## YOUR INSTRUCTIONS
Repeat all of the entries, please, keeping each line exact.

## MATERIAL FOR THE TASK
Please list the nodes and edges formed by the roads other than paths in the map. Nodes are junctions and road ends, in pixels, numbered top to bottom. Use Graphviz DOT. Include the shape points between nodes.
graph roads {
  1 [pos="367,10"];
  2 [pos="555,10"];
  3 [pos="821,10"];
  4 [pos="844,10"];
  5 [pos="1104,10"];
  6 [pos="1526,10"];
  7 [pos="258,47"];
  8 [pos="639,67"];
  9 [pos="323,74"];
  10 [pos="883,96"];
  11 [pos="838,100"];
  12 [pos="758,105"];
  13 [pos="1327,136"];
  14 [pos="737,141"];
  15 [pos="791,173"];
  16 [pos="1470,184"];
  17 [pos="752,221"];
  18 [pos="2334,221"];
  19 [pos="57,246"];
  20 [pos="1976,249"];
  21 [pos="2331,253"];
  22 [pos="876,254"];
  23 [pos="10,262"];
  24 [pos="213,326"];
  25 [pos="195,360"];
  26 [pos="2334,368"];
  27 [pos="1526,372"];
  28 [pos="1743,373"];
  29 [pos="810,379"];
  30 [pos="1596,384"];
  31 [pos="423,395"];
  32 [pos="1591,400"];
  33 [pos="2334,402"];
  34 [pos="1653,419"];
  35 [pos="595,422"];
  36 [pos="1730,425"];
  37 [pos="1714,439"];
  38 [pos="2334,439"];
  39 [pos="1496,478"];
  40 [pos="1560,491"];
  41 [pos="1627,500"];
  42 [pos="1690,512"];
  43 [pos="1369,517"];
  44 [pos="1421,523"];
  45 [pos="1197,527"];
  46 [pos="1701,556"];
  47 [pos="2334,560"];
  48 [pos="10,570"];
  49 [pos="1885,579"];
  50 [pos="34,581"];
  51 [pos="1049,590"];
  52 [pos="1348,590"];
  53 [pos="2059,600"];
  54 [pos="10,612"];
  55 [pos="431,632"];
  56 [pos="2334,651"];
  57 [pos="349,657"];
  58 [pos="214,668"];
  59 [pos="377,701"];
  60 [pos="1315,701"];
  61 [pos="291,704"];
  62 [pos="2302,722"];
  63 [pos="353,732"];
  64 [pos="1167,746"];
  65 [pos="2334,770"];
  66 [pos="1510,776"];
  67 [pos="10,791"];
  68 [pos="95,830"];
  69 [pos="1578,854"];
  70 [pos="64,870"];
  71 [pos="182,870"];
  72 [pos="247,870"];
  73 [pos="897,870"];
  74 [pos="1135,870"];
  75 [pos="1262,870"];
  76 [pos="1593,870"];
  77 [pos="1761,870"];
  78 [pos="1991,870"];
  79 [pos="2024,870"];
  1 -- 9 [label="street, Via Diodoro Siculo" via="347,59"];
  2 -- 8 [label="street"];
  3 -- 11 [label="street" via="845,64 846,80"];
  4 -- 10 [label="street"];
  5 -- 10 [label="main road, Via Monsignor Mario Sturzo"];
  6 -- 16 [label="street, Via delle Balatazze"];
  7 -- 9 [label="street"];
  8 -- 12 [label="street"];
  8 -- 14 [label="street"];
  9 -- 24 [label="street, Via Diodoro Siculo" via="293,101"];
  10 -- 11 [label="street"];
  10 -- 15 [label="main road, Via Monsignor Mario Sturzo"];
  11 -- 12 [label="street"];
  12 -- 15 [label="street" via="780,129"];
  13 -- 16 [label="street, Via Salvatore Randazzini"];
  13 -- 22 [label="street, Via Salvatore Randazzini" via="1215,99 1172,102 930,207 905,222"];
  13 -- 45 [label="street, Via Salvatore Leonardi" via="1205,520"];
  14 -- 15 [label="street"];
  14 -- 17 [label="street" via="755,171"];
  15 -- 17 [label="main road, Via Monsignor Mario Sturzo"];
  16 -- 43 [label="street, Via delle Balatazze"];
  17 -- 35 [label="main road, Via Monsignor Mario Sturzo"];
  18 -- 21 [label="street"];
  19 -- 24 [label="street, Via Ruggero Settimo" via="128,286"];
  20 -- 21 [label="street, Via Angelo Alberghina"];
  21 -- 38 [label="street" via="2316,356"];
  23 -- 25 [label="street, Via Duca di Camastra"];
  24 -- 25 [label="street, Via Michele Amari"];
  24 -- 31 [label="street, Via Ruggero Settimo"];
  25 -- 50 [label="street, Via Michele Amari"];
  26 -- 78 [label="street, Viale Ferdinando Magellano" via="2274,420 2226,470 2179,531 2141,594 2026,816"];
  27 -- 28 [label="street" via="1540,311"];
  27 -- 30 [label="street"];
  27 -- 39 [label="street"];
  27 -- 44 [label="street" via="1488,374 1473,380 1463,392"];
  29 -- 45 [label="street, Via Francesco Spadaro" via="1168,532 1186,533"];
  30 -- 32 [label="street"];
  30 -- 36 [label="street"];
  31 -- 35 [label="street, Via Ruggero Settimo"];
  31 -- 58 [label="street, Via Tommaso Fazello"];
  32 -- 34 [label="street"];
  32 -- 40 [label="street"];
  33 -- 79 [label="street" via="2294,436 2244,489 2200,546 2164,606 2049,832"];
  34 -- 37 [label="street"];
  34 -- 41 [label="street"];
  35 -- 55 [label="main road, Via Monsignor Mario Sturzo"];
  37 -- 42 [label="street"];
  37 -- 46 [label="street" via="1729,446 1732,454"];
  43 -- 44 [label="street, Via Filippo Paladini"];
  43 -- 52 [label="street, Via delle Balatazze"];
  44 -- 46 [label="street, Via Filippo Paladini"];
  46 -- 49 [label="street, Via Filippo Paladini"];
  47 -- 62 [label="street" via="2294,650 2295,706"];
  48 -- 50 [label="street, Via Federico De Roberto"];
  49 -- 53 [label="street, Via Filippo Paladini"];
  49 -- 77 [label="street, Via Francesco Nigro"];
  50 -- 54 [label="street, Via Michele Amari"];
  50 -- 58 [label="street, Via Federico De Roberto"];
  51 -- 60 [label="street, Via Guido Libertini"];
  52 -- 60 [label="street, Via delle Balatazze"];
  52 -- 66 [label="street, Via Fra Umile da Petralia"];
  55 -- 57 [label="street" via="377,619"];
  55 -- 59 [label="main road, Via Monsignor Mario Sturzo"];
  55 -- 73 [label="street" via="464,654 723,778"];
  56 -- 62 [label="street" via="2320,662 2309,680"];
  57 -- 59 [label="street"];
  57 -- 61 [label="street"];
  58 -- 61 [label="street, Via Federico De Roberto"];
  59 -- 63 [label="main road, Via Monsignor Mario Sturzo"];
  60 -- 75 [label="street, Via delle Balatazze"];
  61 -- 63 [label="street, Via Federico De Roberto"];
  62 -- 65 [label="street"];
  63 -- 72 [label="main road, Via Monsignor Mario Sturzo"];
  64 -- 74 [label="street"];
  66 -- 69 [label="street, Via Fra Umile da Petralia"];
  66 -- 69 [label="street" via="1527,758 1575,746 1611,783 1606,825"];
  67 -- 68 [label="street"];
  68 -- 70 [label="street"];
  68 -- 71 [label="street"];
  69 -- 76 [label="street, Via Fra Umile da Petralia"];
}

## FINISHED TASK
Please list the nodes and edges formed by the roads other than paths in the map. Nodes are junctions and road ends, in pixels, numbered top to bottom. Use Graphviz DOT. Include the shape points between nodes.
graph roads {
  1 [pos="367,10"];
  2 [pos="555,10"];
  3 [pos="821,10"];
  4 [pos="844,10"];
  5 [pos="1104,10"];
  6 [pos="1526,10"];
  7 [pos="258,47"];
  8 [pos="639,67"];
  9 [pos="323,74"];
  10 [pos="883,96"];
  11 [pos="838,100"];
  12 [pos="758,105"];
  13 [pos="1327,136"];
  14 [pos="737,141"];
  15 [pos="791,173"];
  16 [pos="1470,184"];
  17 [pos="752,221"];
  18 [pos="2334,221"];
  19 [pos="57,246"];
  20 [pos="1976,249"];
  21 [pos="2331,253"];
  22 [pos="876,254"];
  23 [pos="10,262"];
  24 [pos="213,326"];
  25 [pos="195,360"];
  26 [pos="2334,368"];
  27 [pos="1526,372"];
  28 [pos="1743,373"];
  29 [pos="810,379"];
  30 [pos="1596,384"];
  31 [pos="423,395"];
  32 [pos="1591,400"];
  33 [pos="2334,402"];
  34 [pos="1653,419"];
  35 [pos="595,422"];
  36 [pos="1730,425"];
  37 [pos="1714,439"];
  38 [pos="2334,439"];
  39 [pos="1496,478"];
  40 [pos="1560,491"];
  41 [pos="1627,500"];
  42 [pos="1690,512"];
  43 [pos="1369,517"];
  44 [pos="1421,523"];
  45 [pos="1197,527"];
  46 [pos="1701,556"];
  47 [pos="2334,560"];
  48 [pos="10,570"];
  49 [pos="1885,579"];
  50 [pos="34,581"];
  51 [pos="1049,590"];
  52 [pos="1348,590"];
  53 [pos="2059,600"];
  54 [pos="10,612"];
  55 [pos="431,632"];
  56 [pos="2334,651"];
  57 [pos="349,657"];
  58 [pos="214,668"];
  59 [pos="377,701"];
  60 [pos="1315,701"];
  61 [pos="291,704"];
  62 [pos="2302,722"];
  63 [pos="353,732"];
  64 [pos="1167,746"];
  65 [pos="2334,770"];
  66 [pos="1510,776"];
  67 [pos="10,791"];
  68 [pos="95,830"];
  69 [pos="1578,854"];
  70 [pos="64,870"];
  71 [pos="182,870"];
  72 [pos="247,870"];
  73 [pos="897,870"];
  74 [pos="1135,870"];
  75 [pos="1262,870"];
  76 [pos="1593,870"];
  77 [pos="1761,870"];
  78 [pos="1991,870"];
  79 [pos="2024,870"];
  1 -- 9 [label="street, Via Diodoro Siculo" via="347,59"];
  2 -- 8 [label="street"];
  3 -- 11 [label="street" via="845,64 846,80"];
  4 -- 10 [label="street"];
  5 -- 10 [label="main road, Via Monsignor Mario Sturzo"];
  6 -- 16 [label="street, Via delle Balatazze"];
  7 -- 9 [label="street"];
  8 -- 12 [label="street"];
  8 -- 14 [label="street"];
  9 -- 24 [label="street, Via Diodoro Siculo" via="293,101"];
  10 -- 11 [label="street"];
  10 -- 15 [label="main road, Via Monsignor Mario Sturzo"];
  11 -- 12 [label="street"];
  12 -- 15 [label="street" via="780,129"];
  13 -- 16 [label="street, Via Salvatore Randazzini"];
  13 -- 22 [label="street, Via Salvatore Randazzini" via="1215,99 1172,102 930,207 905,222"];
  13 -- 45 [label="street, Via Salvatore Leonardi" via="1205,520"];
  14 -- 15 [label="street"];
  14 -- 17 [label="street" via="755,171"];
  15 -- 17 [label="main road, Via Monsignor Mario Sturzo"];
  16 -- 43 [label="street, Via delle Balatazze"];
  17 -- 35 [label="main road, Via Monsignor Mario Sturzo"];
  18 -- 21 [label="street"];
  19 -- 24 [label="street, Via Ruggero Settimo" via="128,286"];
  20 -- 21 [label="street, Via Angelo Alberghina"];
  21 -- 38 [label="street" via="2316,356"];
  23 -- 25 [label="street, Via Duca di Camastra"];
  24 -- 25 [label="street, Via Michele Amari"];
  24 -- 31 [label="street, Via Ruggero Settimo"];
  25 -- 50 [label="street, Via Michele Amari"];
  26 -- 78 [label="street, Viale Ferdinando Magellano" via="2274,420 2226,470 2179,531 2141,594 2026,816"];
  27 -- 28 [label="street" via="1540,311"];
  27 -- 30 [label="street"];
  27 -- 39 [label="street"];
  27 -- 44 [label="street" via="1488,374 1473,380 1463,392"];
  29 -- 45 [label="street, Via Francesco Spadaro" via="1168,532 1186,533"];
  30 -- 32 [label="street"];
  30 -- 36 [label="street"];
  31 -- 35 [label="street, Via Ruggero Settimo"];
  31 -- 58 [label="street, Via Tommaso Fazello"];
  32 -- 34 [label="street"];
  32 -- 40 [label="street"];
  33 -- 79 [label="street" via="2294,436 2244,489 2200,546 2164,606 2049,832"];
  34 -- 37 [label="street"];
  34 -- 41 [label="street"];
  35 -- 55 [label="main road, Via Monsignor Mario Sturzo"];
  37 -- 42 [label="street"];
  37 -- 46 [label="street" via="1729,446 1732,454"];
  43 -- 44 [label="street, Via Filippo Paladini"];
  43 -- 52 [label="street, Via delle Balatazze"];
  44 -- 46 [label="street, Via Filippo Paladini"];
  46 -- 49 [label="street, Via Filippo Paladini"];
  47 -- 62 [label="street" via="2294,650 2295,706"];
  48 -- 50 [label="street, Via Federico De Roberto"];
  49 -- 53 [label="street, Via Filippo Paladini"];
  49 -- 77 [label="street, Via Francesco Nigro"];
  50 -- 54 [label="street, Via Michele Amari"];
  50 -- 58 [label="street, Via Federico De Roberto"];
  51 -- 60 [label="street, Via Guido Libertini"];
  52 -- 60 [label="street, Via delle Balatazze"];
  52 -- 66 [label="street, Via Fra Umile da Petralia"];
  55 -- 57 [label="street" via="377,619"];
  55 -- 59 [label="main road, Via Monsignor Mario Sturzo"];
  55 -- 73 [label="street" via="464,654 723,778"];
  56 -- 62 [label="street" via="2320,662 2309,680"];
  57 -- 59 [label="street"];
  57 -- 61 [label="street"];
  58 -- 61 [label="street, Via Federico De Roberto"];
  59 -- 63 [label="main road, Via Monsignor Mario Sturzo"];
  60 -- 75 [label="street, Via delle Balatazze"];
  61 -- 63 [label="street, Via Federico De Roberto"];
  62 -- 65 [label="street"];
  63 -- 72 [label="main road, Via Monsignor Mario Sturzo"];
  64 -- 74 [label="street"];
  66 -- 69 [label="street, Via Fra Umile da Petralia"];
  66 -- 69 [label="street" via="1527,758 1575,746 1611,783 1606,825"];
  67 -- 68 [label="street"];
  68 -- 70 [label="street"];
  68 -- 71 [label="street"];
  69 -- 76 [label="street, Via Fra Umile da Petralia"];
}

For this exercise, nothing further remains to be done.